• _EXERCISE INSTRUCTIONS_: What lines in the listing below hold the string "roads"? Please copy them out.
=== TASK DATA ===
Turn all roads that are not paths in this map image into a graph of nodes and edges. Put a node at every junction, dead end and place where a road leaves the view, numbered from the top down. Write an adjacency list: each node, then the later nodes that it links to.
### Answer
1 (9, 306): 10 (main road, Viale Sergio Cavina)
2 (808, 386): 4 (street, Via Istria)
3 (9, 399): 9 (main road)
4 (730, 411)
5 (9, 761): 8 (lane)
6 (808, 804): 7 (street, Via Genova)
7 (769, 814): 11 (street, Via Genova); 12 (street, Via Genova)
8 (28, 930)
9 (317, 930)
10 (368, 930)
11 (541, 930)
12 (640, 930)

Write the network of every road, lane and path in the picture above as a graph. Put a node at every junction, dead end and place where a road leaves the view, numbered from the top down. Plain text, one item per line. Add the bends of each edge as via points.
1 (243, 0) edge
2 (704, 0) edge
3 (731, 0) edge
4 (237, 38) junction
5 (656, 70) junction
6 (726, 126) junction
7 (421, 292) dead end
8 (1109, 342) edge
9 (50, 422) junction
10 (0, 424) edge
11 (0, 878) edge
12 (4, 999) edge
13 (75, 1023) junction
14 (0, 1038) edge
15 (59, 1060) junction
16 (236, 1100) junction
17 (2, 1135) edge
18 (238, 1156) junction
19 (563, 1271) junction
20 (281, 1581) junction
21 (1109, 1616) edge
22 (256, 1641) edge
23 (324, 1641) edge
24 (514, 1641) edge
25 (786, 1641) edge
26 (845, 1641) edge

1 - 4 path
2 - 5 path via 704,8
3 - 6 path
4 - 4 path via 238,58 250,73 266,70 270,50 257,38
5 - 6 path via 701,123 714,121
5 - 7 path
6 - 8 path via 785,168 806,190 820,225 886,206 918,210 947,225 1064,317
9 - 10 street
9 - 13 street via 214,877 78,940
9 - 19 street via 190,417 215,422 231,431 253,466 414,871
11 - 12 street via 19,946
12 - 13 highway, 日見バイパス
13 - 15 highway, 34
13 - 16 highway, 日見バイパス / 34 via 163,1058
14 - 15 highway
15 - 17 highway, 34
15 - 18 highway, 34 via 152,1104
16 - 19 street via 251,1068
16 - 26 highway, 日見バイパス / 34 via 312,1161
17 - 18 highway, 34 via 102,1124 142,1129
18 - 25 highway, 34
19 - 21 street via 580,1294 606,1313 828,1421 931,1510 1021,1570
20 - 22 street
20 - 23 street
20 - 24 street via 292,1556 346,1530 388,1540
===
=== TASK DATA ===
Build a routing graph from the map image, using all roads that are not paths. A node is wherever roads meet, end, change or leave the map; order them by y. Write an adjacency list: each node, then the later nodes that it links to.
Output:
===
• _EXPECTED ANSWER_:
Turn all roads that are not paths in this map image into a graph of nodes and edges. Put a node at every junction, dead end and place where a road leaves the view, numbered from the top down. Write an adjacency list: each node, then the later nodes that it links to.
Build a routing graph from the map image, using all roads that are not paths. A node is wherever roads meet, end, change or leave the map; order them by y. Write an adjacency list: each node, then the later nodes that it links to.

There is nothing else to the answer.